> _Requirement_
Reproduce each record exactly, leaving nothing out.

> _Data extract_
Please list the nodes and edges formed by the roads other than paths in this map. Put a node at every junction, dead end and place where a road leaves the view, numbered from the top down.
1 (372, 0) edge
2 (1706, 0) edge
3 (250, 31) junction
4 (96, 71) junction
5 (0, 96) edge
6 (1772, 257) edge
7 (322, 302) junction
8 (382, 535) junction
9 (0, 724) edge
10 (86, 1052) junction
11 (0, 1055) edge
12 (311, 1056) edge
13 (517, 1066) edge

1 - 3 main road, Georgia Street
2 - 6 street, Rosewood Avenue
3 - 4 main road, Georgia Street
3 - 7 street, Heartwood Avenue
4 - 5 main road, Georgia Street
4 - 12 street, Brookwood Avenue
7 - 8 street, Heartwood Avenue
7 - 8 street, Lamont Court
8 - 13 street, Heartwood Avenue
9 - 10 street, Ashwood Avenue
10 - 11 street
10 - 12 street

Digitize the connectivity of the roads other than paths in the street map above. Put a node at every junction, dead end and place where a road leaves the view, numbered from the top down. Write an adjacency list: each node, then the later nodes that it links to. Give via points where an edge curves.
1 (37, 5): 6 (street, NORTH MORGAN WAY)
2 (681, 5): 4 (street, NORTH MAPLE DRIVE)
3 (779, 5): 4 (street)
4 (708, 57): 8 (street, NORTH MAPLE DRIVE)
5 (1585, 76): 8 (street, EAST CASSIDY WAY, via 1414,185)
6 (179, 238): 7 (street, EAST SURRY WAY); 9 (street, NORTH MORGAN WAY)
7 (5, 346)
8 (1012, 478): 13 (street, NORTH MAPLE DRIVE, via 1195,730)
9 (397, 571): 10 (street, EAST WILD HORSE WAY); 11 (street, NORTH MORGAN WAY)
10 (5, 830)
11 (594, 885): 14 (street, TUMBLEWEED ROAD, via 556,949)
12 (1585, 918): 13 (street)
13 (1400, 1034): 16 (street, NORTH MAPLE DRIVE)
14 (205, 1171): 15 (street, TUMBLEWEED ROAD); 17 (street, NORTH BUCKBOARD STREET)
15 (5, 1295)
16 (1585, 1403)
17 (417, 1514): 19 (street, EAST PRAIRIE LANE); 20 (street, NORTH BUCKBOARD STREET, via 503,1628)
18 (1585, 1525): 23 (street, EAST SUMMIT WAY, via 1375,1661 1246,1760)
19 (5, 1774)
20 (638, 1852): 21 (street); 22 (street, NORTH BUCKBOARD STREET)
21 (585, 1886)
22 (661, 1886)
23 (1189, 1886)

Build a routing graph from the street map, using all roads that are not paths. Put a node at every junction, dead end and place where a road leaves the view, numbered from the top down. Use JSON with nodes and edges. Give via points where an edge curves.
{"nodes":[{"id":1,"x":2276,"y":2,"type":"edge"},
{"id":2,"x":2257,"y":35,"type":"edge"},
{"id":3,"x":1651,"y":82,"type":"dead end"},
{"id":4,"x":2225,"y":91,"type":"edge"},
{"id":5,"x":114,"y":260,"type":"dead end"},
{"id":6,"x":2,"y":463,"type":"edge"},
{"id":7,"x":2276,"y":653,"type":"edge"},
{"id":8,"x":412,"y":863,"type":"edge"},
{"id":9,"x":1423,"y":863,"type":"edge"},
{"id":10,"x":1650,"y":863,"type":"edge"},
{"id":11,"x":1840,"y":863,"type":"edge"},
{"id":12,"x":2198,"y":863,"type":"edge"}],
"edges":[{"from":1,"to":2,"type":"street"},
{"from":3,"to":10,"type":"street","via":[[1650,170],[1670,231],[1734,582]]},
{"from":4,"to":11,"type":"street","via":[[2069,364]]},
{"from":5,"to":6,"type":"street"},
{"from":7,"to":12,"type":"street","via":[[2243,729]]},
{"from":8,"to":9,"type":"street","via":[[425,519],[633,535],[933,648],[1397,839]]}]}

> _Answer for this exercise_
Please list the nodes and edges formed by the roads other than paths in this map. Put a node at every junction, dead end and place where a road leaves the view, numbered from the top down.
1 (372, 0) edge
2 (1706, 0) edge
3 (250, 31) junction
4 (96, 71) junction
5 (0, 96) edge
6 (1772, 257) edge
7 (322, 302) junction
8 (382, 535) junction
9 (0, 724) edge
10 (86, 1052) junction
11 (0, 1055) edge
12 (311, 1056) edge
13 (517, 1066) edge

1 - 3 main road, Georgia Street
2 - 6 street, Rosewood Avenue
3 - 4 main road, Georgia Street
3 - 7 street, Heartwood Avenue
4 - 5 main road, Georgia Street
4 - 12 street, Brookwood Avenue
7 - 8 street, Heartwood Avenue
7 - 8 street, Lamont Court
8 - 13 street, Heartwood Avenue
9 - 10 street, Ashwood Avenue
10 - 11 street
10 - 12 street

Digitize the connectivity of the roads other than paths in the street map above. Put a node at every junction, dead end and place where a road leaves the view, numbered from the top down. Write an adjacency list: each node, then the later nodes that it links to. Give via points where an edge curves.
1 (37, 5): 6 (street, NORTH MORGAN WAY)
2 (681, 5): 4 (street, NORTH MAPLE DRIVE)
3 (779, 5): 4 (street)
4 (708, 57): 8 (street, NORTH MAPLE DRIVE)
5 (1585, 76): 8 (street, EAST CASSIDY WAY, via 1414,185)
6 (179, 238): 7 (street, EAST SURRY WAY); 9 (street, NORTH MORGAN WAY)
7 (5, 346)
8 (1012, 478): 13 (street, NORTH MAPLE DRIVE, via 1195,730)
9 (397, 571): 10 (street, EAST WILD HORSE WAY); 11 (street, NORTH MORGAN WAY)
10 (5, 830)
11 (594, 885): 14 (street, TUMBLEWEED ROAD, via 556,949)
12 (1585, 918): 13 (street)
13 (1400, 1034): 16 (street, NORTH MAPLE DRIVE)
14 (205, 1171): 15 (street, TUMBLEWEED ROAD); 17 (street, NORTH BUCKBOARD STREET)
15 (5, 1295)
16 (1585, 1403)
17 (417, 1514): 19 (street, EAST PRAIRIE LANE); 20 (street, NORTH BUCKBOARD STREET, via 503,1628)
18 (1585, 1525): 23 (street, EAST SUMMIT WAY, via 1375,1661 1246,1760)
19 (5, 1774)
20 (638, 1852): 21 (street); 22 (street, NORTH BUCKBOARD STREET)
21 (585, 1886)
22 (661, 1886)
23 (1189, 1886)

Build a routing graph from the street map, using all roads that are not paths. Put a node at every junction, dead end and place where a road leaves the view, numbered from the top down. Use JSON with nodes and edges. Give via points where an edge curves.
{"nodes":[{"id":1,"x":2276,"y":2,"type":"edge"},
{"id":2,"x":2257,"y":35,"type":"edge"},
{"id":3,"x":1651,"y":82,"type":"dead end"},
{"id":4,"x":2225,"y":91,"type":"edge"},
{"id":5,"x":114,"y":260,"type":"dead end"},
{"id":6,"x":2,"y":463,"type":"edge"},
{"id":7,"x":2276,"y":653,"type":"edge"},
{"id":8,"x":412,"y":863,"type":"edge"},
{"id":9,"x":1423,"y":863,"type":"edge"},
{"id":10,"x":1650,"y":863,"type":"edge"},
{"id":11,"x":1840,"y":863,"type":"edge"},
{"id":12,"x":2198,"y":863,"type":"edge"}],
"edges":[{"from":1,"to":2,"type":"street"},
{"from":3,"to":10,"type":"street","via":[[1650,170],[1670,231],[1734,582]]},
{"from":4,"to":11,"type":"street","via":[[2069,364]]},
{"from":5,"to":6,"type":"street"},
{"from":7,"to":12,"type":"street","via":[[2243,729]]},
{"from":8,"to":9,"type":"street","via":[[425,519],[633,535],[933,648],[1397,839]]}]}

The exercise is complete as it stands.